- **Requirement**
Using the data below, return every line that holds the word "Lorong".
BEGIN Provided records
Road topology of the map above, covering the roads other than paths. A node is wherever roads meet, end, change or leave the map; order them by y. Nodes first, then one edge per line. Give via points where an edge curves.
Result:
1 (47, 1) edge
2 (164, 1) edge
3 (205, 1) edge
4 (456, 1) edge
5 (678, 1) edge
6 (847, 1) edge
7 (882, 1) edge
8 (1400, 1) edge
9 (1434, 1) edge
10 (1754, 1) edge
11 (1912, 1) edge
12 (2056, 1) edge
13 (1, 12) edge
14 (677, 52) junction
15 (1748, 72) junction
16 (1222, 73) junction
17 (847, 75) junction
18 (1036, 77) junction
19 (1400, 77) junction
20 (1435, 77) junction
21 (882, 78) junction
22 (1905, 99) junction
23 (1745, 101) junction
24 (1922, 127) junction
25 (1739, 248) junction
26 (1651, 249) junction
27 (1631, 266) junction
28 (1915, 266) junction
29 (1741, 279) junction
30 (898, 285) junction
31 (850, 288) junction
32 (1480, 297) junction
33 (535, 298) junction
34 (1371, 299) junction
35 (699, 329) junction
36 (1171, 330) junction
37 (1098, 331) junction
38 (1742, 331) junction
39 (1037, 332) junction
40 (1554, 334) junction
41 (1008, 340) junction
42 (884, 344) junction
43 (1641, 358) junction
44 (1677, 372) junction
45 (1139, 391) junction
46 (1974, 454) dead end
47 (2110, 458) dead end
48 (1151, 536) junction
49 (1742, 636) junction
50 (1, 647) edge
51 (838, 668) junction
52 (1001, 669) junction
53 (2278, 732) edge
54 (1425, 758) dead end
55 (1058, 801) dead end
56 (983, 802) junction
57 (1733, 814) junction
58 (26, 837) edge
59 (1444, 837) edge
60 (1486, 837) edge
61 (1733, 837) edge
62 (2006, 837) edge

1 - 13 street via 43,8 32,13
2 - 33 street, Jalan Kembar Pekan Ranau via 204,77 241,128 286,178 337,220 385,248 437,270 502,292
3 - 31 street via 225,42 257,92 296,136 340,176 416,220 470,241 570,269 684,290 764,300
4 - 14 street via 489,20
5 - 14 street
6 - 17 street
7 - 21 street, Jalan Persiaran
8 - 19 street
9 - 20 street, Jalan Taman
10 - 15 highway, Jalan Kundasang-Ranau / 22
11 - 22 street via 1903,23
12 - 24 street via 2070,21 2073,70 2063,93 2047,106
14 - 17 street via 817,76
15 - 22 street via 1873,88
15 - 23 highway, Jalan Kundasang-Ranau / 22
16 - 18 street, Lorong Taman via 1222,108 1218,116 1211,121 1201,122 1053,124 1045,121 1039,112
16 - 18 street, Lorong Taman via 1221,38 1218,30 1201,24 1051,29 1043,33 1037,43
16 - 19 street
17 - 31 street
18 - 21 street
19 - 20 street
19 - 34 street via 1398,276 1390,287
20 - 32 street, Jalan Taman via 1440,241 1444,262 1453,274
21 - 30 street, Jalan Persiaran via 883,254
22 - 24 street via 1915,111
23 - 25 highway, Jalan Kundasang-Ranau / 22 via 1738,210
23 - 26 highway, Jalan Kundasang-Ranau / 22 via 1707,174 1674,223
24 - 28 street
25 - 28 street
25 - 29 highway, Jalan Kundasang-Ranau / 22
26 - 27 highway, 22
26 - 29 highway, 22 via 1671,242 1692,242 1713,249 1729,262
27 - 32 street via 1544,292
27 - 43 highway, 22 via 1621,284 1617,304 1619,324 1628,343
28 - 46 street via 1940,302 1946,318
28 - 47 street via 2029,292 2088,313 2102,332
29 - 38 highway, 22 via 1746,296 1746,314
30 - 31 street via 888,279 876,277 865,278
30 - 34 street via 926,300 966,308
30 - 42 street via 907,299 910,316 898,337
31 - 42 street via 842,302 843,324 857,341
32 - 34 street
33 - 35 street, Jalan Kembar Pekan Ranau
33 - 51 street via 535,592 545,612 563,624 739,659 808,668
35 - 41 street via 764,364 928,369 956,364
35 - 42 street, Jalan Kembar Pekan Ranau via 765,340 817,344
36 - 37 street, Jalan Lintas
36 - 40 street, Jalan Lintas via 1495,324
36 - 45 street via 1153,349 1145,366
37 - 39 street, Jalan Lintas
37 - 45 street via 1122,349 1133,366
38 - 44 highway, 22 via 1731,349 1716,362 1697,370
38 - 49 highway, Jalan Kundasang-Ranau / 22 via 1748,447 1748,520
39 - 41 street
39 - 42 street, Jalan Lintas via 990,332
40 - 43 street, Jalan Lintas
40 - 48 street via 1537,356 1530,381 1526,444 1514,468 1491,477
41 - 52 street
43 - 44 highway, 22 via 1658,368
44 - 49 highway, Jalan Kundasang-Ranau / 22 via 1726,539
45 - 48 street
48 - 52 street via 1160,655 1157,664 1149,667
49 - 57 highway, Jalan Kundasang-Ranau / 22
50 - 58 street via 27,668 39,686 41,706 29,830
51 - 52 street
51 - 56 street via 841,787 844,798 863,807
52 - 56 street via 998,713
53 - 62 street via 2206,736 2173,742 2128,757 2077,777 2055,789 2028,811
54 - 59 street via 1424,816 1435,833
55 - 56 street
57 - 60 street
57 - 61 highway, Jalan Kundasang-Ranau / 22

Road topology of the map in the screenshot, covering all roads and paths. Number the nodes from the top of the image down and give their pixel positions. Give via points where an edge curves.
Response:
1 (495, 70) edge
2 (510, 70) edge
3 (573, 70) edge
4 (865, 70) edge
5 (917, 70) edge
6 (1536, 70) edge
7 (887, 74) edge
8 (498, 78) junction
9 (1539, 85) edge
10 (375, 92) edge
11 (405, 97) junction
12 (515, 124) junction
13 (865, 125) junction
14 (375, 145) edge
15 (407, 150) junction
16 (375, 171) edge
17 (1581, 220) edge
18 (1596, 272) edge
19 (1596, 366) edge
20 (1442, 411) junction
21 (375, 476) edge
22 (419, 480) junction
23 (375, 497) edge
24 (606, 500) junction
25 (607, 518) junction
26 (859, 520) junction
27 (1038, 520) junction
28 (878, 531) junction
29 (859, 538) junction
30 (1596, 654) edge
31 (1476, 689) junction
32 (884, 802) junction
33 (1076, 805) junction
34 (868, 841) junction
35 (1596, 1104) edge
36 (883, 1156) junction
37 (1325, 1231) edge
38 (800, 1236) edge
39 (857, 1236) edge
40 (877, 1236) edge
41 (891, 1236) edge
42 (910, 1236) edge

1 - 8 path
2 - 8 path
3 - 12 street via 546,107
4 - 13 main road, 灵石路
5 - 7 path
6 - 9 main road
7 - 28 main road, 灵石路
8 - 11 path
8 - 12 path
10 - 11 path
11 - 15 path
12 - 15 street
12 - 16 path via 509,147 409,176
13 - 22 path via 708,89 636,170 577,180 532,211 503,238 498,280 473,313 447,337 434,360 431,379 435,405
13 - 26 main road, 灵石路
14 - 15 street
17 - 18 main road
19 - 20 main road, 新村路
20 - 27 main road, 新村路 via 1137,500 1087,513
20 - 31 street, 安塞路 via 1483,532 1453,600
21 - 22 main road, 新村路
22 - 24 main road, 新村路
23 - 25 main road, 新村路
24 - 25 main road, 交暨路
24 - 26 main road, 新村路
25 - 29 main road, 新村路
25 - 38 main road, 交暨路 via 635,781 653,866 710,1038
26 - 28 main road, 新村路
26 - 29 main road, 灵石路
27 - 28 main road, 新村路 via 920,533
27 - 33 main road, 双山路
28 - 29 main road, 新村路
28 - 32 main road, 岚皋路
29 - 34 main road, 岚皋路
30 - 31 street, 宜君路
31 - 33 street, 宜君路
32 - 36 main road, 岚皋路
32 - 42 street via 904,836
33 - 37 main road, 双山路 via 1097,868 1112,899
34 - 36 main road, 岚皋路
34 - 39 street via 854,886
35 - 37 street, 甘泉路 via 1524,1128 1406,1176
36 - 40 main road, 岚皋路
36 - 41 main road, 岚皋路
END Provided records
- **Solution to the exercise**
16 - 18 street, Lorong Taman via 1222,108 1218,116 1211,121 1201,122 1053,124 1045,121 1039,112
16 - 18 street, Lorong Taman via 1221,38 1218,30 1201,24 1051,29 1043,33 1037,43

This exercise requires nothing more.